**What the task requires**
For the records below, tally the lines that include the word "node" and give only the tally.

The data Block Start

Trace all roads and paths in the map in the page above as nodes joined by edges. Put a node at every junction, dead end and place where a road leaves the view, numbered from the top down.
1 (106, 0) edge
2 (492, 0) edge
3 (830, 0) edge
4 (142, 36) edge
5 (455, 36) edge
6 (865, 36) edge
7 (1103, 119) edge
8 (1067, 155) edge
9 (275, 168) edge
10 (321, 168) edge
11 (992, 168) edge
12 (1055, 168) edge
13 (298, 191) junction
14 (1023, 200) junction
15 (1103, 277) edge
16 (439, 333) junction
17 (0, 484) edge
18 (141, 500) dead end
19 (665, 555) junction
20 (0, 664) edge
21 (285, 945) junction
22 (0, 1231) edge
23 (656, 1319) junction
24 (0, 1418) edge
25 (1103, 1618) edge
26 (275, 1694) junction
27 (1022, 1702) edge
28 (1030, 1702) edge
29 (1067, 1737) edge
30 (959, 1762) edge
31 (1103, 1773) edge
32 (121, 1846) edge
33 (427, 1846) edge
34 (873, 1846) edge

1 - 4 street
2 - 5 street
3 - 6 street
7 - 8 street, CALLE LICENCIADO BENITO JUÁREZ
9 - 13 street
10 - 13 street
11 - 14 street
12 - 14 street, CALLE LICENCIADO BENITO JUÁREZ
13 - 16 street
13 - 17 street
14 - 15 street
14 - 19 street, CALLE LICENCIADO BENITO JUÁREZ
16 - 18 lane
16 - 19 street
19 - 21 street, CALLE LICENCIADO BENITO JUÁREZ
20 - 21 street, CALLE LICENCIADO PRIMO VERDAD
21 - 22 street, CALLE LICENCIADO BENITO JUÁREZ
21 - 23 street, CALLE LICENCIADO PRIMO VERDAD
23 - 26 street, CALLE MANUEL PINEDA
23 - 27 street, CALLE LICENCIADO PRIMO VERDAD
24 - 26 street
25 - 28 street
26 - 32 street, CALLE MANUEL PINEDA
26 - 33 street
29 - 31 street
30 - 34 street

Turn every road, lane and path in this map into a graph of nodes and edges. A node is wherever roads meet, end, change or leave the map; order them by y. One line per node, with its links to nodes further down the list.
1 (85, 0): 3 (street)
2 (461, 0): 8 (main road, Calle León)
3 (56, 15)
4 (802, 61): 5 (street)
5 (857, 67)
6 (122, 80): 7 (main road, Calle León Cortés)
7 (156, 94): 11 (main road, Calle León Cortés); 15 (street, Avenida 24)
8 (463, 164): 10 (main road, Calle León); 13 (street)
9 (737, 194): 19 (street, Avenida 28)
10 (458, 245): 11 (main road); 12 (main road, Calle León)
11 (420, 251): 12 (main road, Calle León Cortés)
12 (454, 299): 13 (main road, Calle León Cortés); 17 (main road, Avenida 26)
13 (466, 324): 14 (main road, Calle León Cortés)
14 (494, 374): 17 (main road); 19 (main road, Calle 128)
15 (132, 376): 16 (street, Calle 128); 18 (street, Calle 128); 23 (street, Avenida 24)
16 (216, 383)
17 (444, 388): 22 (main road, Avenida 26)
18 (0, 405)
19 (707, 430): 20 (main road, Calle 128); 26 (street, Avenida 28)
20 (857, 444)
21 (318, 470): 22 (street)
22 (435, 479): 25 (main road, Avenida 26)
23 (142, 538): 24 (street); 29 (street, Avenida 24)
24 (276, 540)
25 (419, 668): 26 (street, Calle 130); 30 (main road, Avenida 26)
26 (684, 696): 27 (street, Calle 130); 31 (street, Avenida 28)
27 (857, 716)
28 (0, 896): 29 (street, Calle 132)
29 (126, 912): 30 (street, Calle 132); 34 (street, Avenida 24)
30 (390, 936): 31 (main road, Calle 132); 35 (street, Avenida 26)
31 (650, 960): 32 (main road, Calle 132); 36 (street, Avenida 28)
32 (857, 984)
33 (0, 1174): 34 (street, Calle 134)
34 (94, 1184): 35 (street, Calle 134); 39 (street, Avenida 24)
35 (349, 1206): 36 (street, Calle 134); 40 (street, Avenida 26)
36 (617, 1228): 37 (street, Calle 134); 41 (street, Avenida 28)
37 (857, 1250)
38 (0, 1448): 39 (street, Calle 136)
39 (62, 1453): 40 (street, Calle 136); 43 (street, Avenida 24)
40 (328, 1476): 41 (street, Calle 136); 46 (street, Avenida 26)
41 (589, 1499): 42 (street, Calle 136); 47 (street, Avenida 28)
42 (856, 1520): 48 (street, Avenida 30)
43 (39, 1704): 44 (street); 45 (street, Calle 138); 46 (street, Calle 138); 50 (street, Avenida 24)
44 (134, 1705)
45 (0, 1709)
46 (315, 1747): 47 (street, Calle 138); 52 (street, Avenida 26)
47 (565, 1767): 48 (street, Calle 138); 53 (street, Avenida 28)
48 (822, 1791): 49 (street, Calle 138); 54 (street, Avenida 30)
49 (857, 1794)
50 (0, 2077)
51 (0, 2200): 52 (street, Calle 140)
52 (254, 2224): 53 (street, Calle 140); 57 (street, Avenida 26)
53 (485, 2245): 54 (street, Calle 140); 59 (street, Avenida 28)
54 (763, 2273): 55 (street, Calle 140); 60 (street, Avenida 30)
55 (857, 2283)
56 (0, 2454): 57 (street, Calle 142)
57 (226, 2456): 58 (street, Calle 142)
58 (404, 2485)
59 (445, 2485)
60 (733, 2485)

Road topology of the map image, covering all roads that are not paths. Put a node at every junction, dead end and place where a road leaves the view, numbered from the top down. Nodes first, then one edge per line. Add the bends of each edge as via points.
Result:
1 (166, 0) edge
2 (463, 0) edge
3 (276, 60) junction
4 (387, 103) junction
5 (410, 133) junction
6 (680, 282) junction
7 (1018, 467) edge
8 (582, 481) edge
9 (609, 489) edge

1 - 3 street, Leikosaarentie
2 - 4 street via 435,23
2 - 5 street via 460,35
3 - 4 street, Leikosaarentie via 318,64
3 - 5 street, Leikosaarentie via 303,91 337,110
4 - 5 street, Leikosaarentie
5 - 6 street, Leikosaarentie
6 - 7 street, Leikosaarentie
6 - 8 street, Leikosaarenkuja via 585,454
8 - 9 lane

The data Block End

**Answer box**
3